TRY IT - Search the data for the string "Combatientes" and extract every line where it appears.

[Collected data entries]
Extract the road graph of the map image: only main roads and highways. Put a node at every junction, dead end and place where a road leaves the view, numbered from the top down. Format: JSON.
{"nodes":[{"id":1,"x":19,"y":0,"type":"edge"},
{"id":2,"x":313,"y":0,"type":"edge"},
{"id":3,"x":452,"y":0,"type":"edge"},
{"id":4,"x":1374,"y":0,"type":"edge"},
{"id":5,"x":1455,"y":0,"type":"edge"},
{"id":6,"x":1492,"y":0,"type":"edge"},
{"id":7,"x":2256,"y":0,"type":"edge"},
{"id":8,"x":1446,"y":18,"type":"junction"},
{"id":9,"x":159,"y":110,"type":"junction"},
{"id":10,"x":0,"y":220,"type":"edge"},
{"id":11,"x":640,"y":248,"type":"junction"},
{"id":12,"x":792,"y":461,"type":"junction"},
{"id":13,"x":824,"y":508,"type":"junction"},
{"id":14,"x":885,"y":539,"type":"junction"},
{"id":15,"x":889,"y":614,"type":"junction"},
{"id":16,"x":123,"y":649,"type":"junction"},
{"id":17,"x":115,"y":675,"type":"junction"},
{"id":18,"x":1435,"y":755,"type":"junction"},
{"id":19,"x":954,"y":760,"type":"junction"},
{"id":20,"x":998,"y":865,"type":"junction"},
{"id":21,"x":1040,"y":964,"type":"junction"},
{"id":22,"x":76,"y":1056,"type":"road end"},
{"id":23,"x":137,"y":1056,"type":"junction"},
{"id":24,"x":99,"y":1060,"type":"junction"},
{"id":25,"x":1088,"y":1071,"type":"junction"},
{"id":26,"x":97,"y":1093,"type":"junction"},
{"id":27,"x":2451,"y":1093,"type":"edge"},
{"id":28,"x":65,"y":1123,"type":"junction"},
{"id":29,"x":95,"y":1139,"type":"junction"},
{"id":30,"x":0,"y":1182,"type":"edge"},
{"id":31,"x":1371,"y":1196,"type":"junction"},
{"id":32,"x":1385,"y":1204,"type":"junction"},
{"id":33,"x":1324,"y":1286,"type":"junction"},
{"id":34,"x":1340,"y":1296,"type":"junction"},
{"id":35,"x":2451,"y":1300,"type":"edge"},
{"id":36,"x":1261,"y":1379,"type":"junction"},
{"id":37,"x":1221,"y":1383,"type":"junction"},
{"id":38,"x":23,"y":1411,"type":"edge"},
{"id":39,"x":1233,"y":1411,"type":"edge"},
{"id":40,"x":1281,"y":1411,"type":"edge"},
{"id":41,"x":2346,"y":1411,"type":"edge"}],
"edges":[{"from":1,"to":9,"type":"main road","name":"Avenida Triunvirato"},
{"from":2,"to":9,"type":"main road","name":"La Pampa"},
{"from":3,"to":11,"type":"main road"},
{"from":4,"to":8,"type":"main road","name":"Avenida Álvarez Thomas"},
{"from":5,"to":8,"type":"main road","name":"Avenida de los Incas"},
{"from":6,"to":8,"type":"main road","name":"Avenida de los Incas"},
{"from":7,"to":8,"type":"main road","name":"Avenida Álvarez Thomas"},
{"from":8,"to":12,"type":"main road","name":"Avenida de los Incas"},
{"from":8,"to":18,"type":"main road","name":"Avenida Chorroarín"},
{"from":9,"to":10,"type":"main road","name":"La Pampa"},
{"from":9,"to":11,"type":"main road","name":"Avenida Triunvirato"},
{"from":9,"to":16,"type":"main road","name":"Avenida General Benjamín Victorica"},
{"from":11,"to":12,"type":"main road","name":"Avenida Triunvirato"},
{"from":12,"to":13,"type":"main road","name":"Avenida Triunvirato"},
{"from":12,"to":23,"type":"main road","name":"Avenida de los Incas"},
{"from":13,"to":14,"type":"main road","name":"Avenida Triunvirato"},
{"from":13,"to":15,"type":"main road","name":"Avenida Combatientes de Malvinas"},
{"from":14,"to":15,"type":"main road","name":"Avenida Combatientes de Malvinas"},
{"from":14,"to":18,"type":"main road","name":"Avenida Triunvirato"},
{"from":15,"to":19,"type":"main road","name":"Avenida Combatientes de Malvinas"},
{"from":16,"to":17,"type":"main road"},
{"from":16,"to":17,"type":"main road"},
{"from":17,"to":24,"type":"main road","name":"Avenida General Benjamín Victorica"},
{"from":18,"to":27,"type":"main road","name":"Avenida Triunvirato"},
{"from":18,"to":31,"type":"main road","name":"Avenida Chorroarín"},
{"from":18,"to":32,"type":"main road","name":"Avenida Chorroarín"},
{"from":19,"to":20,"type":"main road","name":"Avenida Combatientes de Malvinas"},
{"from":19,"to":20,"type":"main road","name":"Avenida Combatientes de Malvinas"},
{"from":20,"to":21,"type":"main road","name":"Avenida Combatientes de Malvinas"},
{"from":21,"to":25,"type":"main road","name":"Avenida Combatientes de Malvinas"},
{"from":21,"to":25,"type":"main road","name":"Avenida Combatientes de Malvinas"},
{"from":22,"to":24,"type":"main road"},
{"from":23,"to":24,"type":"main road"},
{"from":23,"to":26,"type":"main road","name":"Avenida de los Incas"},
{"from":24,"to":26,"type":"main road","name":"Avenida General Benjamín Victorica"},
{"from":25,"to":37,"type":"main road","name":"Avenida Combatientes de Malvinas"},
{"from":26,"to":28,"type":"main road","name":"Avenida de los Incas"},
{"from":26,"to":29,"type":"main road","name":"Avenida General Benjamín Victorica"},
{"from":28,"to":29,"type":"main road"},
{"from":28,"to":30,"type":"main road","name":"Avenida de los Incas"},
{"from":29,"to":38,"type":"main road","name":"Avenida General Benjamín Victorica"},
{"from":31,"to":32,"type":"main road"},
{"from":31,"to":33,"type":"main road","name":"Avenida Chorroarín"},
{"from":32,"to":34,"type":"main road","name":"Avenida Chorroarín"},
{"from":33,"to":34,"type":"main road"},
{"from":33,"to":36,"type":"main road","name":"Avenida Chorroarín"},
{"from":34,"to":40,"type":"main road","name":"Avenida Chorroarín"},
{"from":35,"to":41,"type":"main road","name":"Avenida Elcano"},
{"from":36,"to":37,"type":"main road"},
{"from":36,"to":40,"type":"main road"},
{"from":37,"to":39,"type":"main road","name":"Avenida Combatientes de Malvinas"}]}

EXERCISE ANSWER -
{"from":13,"to":15,"type":"main road","name":"Avenida Combatientes de Malvinas"},
{"from":14,"to":15,"type":"main road","name":"Avenida Combatientes de Malvinas"},
{"from":15,"to":19,"type":"main road","name":"Avenida Combatientes de Malvinas"},
{"from":19,"to":20,"type":"main road","name":"Avenida Combatientes de Malvinas"},
{"from":19,"to":20,"type":"main road","name":"Avenida Combatientes de Malvinas"},
{"from":20,"to":21,"type":"main road","name":"Avenida Combatientes de Malvinas"},
{"from":21,"to":25,"type":"main road","name":"Avenida Combatientes de Malvinas"},
{"from":21,"to":25,"type":"main road","name":"Avenida Combatientes de Malvinas"},
{"from":25,"to":37,"type":"main road","name":"Avenida Combatientes de Malvinas"},
{"from":37,"to":39,"type":"main road","name":"Avenida Combatientes de Malvinas"}]}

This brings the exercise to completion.